No Safe Harbor For “Company Of Non-Lawyers”
A recent decision of the Colorado Supreme Court is summarized in the court’s headnote
The supreme court examines the legal services exemption in the Uniform Debt-Management Services Act, §§ 12-14.5-201 to -242, C.R.S. (2014) (“DMSA”), to determine whether the original version of the exemption applies to Morgan Drexen, Inc., a company of nonlawyers. The court also analyzes whether the amended version of the exemption violates the separation of powers doctrine in the Colorado Constitution and the Commerce Clause and Privileges and Immunities Clause in the United States Constitution because certain out-of-state attorneys may be subject to regulation under the DMSA. The supreme court reverses the trial court’s order and remands for further proceedings consistent with this opinion. The supreme court holds that the trial court erred by concluding that Morgan Drexen’s services fall within the scope of the legal services exemption in the original DMSA, section § 12-14.5-202(10)(A), C.R.S. (2008). The original exemption encompasses nonlawyer assistants, but Morgan Drexen’s activity here does not fall within the scope of that exemption because it performs substantive debt-management services without meaningful instruction and supervision by an attorney. The supreme court also holds that the amended DMSA does not violate the separation of powers doctrine in article III of the Colorado Constitution or the Commerce and Privileges and Immunities Clauses of the United States Constitution.
The plaintiff
Walter Ledda is the founder, Chief Executive Officer, and majority shareholder of Morgan Drexen. He describes Morgan Drexen as a “legal software and legal software development company” that is owned and operated by nonlawyers but provides paraprofessional and administrative support to attorneys and performs “routine tasks.” Although Morgan Drexen alternates between calling itself a California and a Nevada corporation, its principal place of business is in California. Morgan Drexen employs what it terms “nonlawyer assistants” and provides debt-management services nationwide in conjunction with contracting attorneys known as “engagement counsel” or “engagement law firms,” some of whom then engage local counsel. Engagement counsel or local counsel enter into attorney–client fee agreements with debtors. Those fee agreements state that counsel may use the services of outside companies such as Morgan Drexen; however, Morgan Drexen is not a party to the agreements.
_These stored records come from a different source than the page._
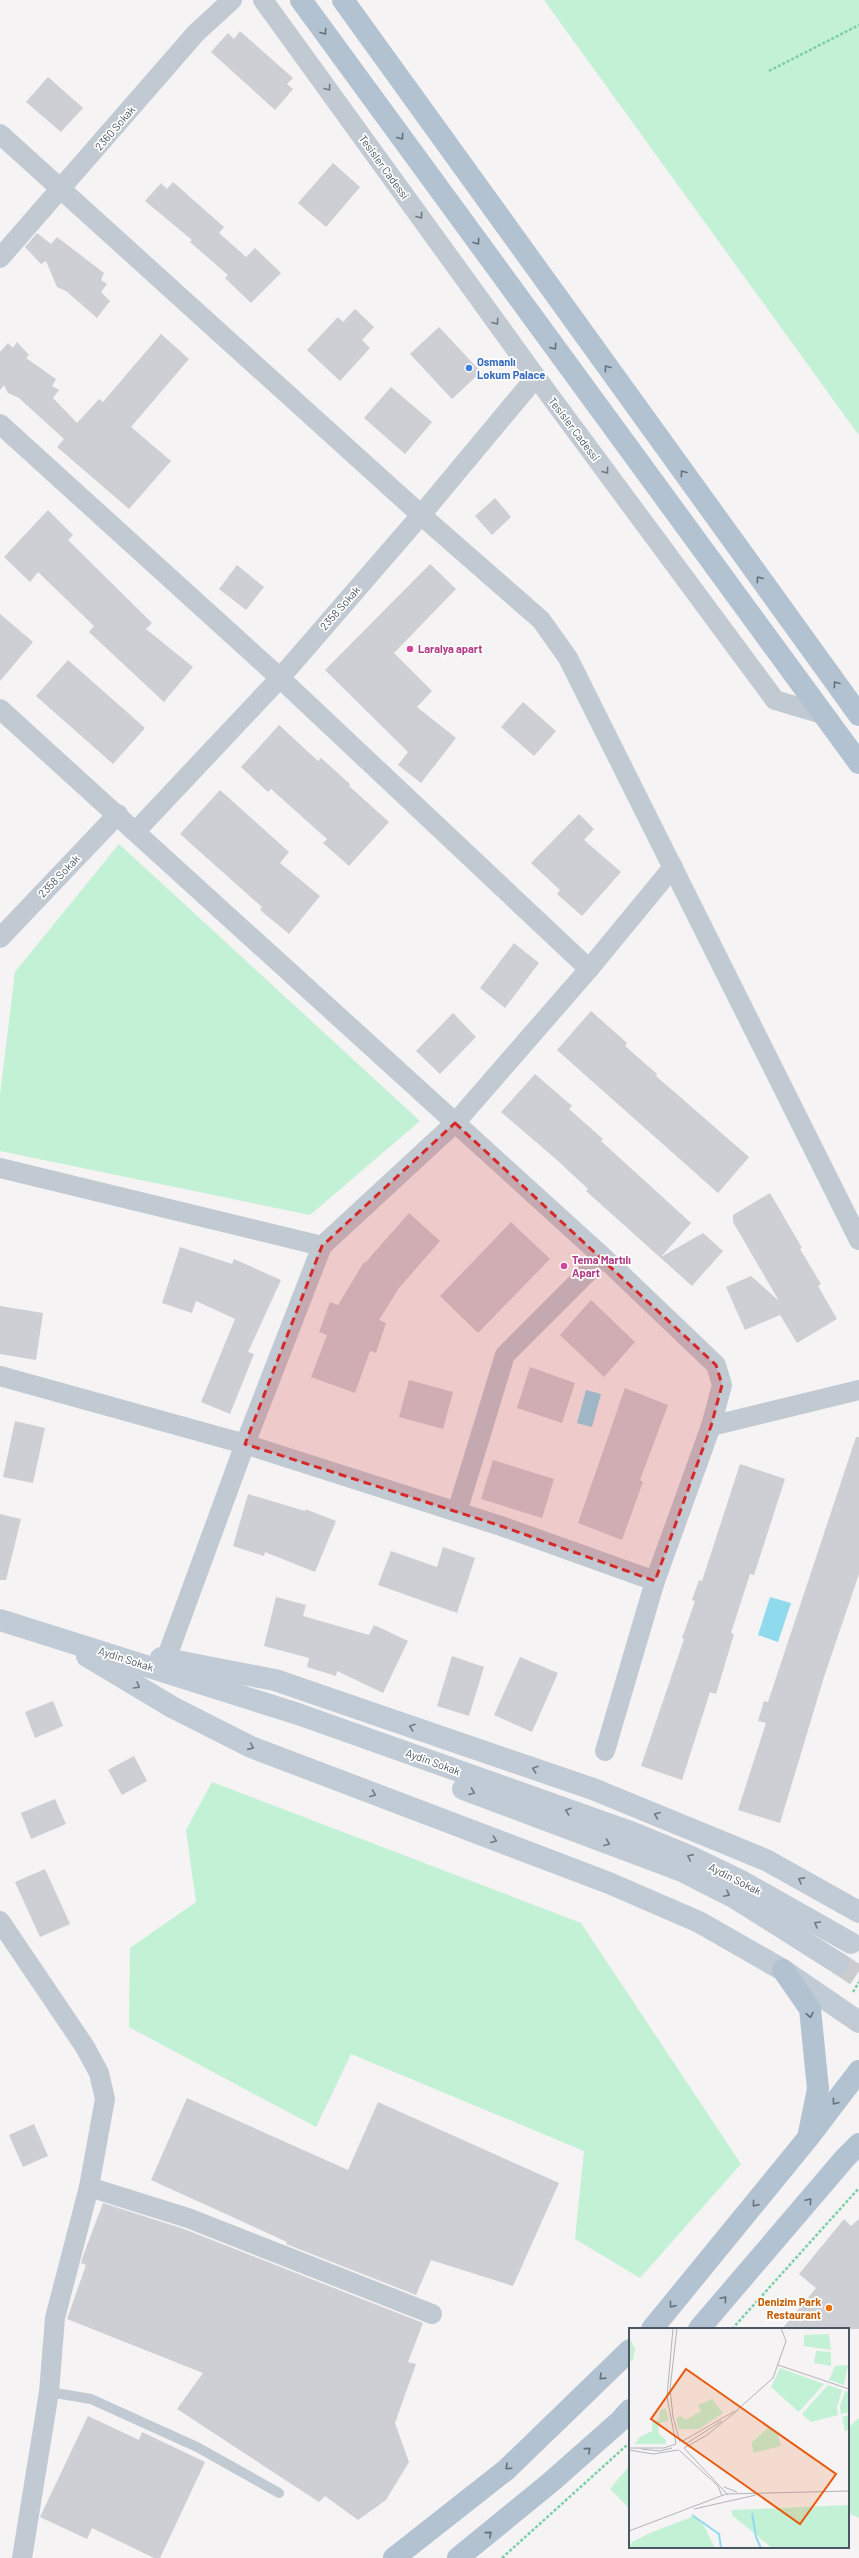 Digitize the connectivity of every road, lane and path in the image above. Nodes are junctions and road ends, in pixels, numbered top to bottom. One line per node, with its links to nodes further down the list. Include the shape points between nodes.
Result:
1 (232, 0): 8 (street, 2360 Sokak, via 196,33)
2 (263, 0): 10 (street, Tesisler Cadessi, one-way to 10)
3 (301, 0): 15 (main road, one-way to 15)
4 (343, 0): 16 (main road, one-way to 4)
5 (859, 25): 6 (path)
6 (769, 70)
7 (0, 134): 8 (street)
8 (62, 189): 9 (street, 2360 Sokak); 12 (street)
9 (0, 258)
10 (536, 377): 12 (street, 2358 Sokak); 15 (street, Tesisler Cadessi, one-way to 15, via 775,700)
11 (0, 424): 13 (street)
12 (421, 515): 13 (street, 2358 Sokak); 20 (street, via 541,620 568,658)
13 (280, 678): 19 (street, 2358 Sokak); 22 (street)
14 (0, 709): 18 (street)
15 (822, 714): 17 (main road)
16 (859, 715)
17 (859, 763)
18 (118, 814): 19 (street); 21 (street, 2358 Sokak)
19 (136, 831): 23 (street)
20 (673, 867): 22 (street); 25 (street)
21 (0, 938)
22 (589, 969): 23 (street)
23 (455, 1123): 26 (street); 27 (street)
24 (0, 1168): 26 (street)
25 (859, 1240)
26 (322, 1246): 31 (street)
27 (603, 1257): 30 (street, via 716,1365 722,1385); 32 (street, via 505,1355)
28 (0, 1376): 31 (street)
29 (859, 1390): 30 (street)
30 (711, 1426): 33 (street)
31 (245, 1444): 32 (street); 36 (street)
32 (457, 1512): 33 (street)
33 (655, 1580): 37 (street)
34 (0, 1620): 35 (street, Aydin Sokak)
35 (56, 1636): 36 (street); 40 (street, Aydin Sokak, one-way to 35, via 743,1882 690,1856 628,1831 298,1714); 41 (street, one-way to 41, via 682,1871 735,1898); 42 (street, one-way to 42, via 172,1707 251,1747 609,1883 699,1922)
36 (166, 1659): 38 (street, one-way to 36, via 766,1860 593,1789 275,1680)
37 (605, 1751)
38 (859, 1912)
39 (0, 1921): 47 (street, via 99,2073 105,2099)
40 (851, 1943)
41 (838, 1963)
42 (783, 1970): 43 (street); 45 (main road, one-way to 45, via 810,2009 818,2089)
43 (859, 2022)
44 (859, 2071): 45 (main road, one-way to 45)
45 (808, 2138): 50 (main road, one-way to 50)
46 (859, 2144): 51 (main road, one-way to 46)
47 (89, 2187): 49 (street, via 188,2218); 54 (street, via 55,2318)
48 (859, 2188): 52 (path)
49 (432, 2314)
50 (653, 2328)
51 (700, 2328)
52 (733, 2328)
53 (629, 2351): 59 (main road, one-way to 59, via 506,2470)
54 (49, 2392): 57 (lane, via 91,2400 197,2447); 58 (street)
55 (629, 2411): 60 (main road, one-way to 55, via 551,2482)
56 (629, 2443): 61 (path)
57 (279, 2493)
58 (22, 2558)
59 (394, 2558)
60 (458, 2558)
61 (502, 2558)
Morgan Drexen refers to engagement counsel as its “clients” and pays them a minimal fee that passes through the law firms’ trust accounts, sometimes as low as two dollars per month per debtor–client. Two of those attorneys are parties to this lawsuit: Donald Drew Moore and Lawrence Williamson, Jr. Moore is a Colorado-licensed attorney who acts as both engagement counsel and local counsel. Williamson is a Kansas attorney who acts as engagement counsel and represents Colorado clients through association with Moore.
Holding
We hold that the trial court erred by concluding that Morgan Drexen’s services fall within the scope of the legal services exemption in the original DMSA. The original exemption encompasses nonlawyer assistants, but Morgan Drexen’s activity here does not fall within the scope of that exemption. Morgan Drexen finds no safe harbor under Colo. RPC 5.3, given that it performs substantive debt-management services without meaningful instruction and supervision by an attorney. We also conclude the amended DMSA does not violate the separation of powers doctrine in article III of the Colorado Constitution or the Commerce and Privileges and Immunities Clauses of the United States Constitution. Consequently, we reverse the trial court’s order and remand for further proceedings consistent with this opinion.